I know that there are tools like top and ps for measuring CPU usage, but the way they measure the CPU usage is by measuring how much time the idle task was not running. So, for example, even if a CPU has a stall due to a cache miss, these tools would still consider the CPU to be occupied. However, what I want is for the profiling tool to consider the CPU as idle during a stall. Is there any tool which does that?
tools like top and ps for measuring CPU usage, .. measure the CPU usage is by measuring how much time the idle task was not running.

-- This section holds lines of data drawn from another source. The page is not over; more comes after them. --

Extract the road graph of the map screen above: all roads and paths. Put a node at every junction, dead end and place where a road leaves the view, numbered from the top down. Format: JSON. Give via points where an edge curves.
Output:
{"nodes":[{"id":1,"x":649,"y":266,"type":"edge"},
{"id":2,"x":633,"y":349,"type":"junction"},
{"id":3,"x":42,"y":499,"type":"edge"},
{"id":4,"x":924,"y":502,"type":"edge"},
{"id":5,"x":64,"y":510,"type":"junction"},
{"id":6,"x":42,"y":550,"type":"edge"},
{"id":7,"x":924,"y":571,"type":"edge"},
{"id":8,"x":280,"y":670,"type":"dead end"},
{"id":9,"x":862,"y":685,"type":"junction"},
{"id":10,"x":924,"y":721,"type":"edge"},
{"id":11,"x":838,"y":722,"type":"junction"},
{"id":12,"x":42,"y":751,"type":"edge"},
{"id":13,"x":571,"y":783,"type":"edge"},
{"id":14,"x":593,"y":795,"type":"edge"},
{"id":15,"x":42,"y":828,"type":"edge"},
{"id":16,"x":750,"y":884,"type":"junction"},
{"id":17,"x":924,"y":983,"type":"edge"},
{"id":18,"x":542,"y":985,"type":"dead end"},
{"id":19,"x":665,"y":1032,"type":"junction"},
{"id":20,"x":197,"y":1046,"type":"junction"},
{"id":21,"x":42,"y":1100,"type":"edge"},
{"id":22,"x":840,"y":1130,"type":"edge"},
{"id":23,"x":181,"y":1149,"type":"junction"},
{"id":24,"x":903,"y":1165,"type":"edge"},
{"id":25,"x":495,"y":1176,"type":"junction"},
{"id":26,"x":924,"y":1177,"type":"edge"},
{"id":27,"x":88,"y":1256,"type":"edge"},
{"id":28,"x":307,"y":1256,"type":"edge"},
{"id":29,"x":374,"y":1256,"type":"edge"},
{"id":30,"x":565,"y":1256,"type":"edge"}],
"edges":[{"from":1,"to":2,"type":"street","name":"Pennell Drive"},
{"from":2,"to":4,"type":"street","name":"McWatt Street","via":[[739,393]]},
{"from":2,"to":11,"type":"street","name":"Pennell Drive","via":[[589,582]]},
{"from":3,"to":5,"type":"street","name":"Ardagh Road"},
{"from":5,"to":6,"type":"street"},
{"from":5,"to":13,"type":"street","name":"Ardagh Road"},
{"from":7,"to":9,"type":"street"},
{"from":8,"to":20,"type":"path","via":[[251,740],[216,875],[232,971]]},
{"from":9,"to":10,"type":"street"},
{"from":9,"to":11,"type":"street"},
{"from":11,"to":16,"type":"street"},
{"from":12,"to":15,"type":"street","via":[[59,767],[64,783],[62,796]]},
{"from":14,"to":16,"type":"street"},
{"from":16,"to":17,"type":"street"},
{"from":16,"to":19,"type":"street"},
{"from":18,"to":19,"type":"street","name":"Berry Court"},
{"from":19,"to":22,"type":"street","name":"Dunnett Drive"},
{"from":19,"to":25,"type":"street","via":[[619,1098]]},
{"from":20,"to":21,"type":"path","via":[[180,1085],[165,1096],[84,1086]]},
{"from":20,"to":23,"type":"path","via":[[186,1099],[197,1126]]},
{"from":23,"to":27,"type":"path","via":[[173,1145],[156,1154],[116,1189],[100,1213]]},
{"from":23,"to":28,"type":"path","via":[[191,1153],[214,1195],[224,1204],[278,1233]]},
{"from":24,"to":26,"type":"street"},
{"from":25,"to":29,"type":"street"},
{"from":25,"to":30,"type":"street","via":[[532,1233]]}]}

No, they don't measure idle, they just read what kernel thinks about its CPU usage via /proc/stat (try vmstat 1 tool too). Did you check that system-wide user + system times are accounted only by idle? I think, kernel just exports some stats of scheduler, which records user/system state on rescheduling, both on system timer and on blocking system calls (possibly one of callers of cpuacct_charge, like update_curr - Update the current task's runtime statistics.).
/proc/stat example:
cat /proc/stat
cpu 2255 34 2290 22625563 6290 127 456
and decode by http://www.linuxhowtos.org/System/procstat.htm
The very first "cpu" line aggregates the numbers in all of the other "cpuN" lines. These numbers identify the amount of time the CPU has spent performing different kinds of work. Time units are in USER_HZ or Jiffies (typically hundredths of a second).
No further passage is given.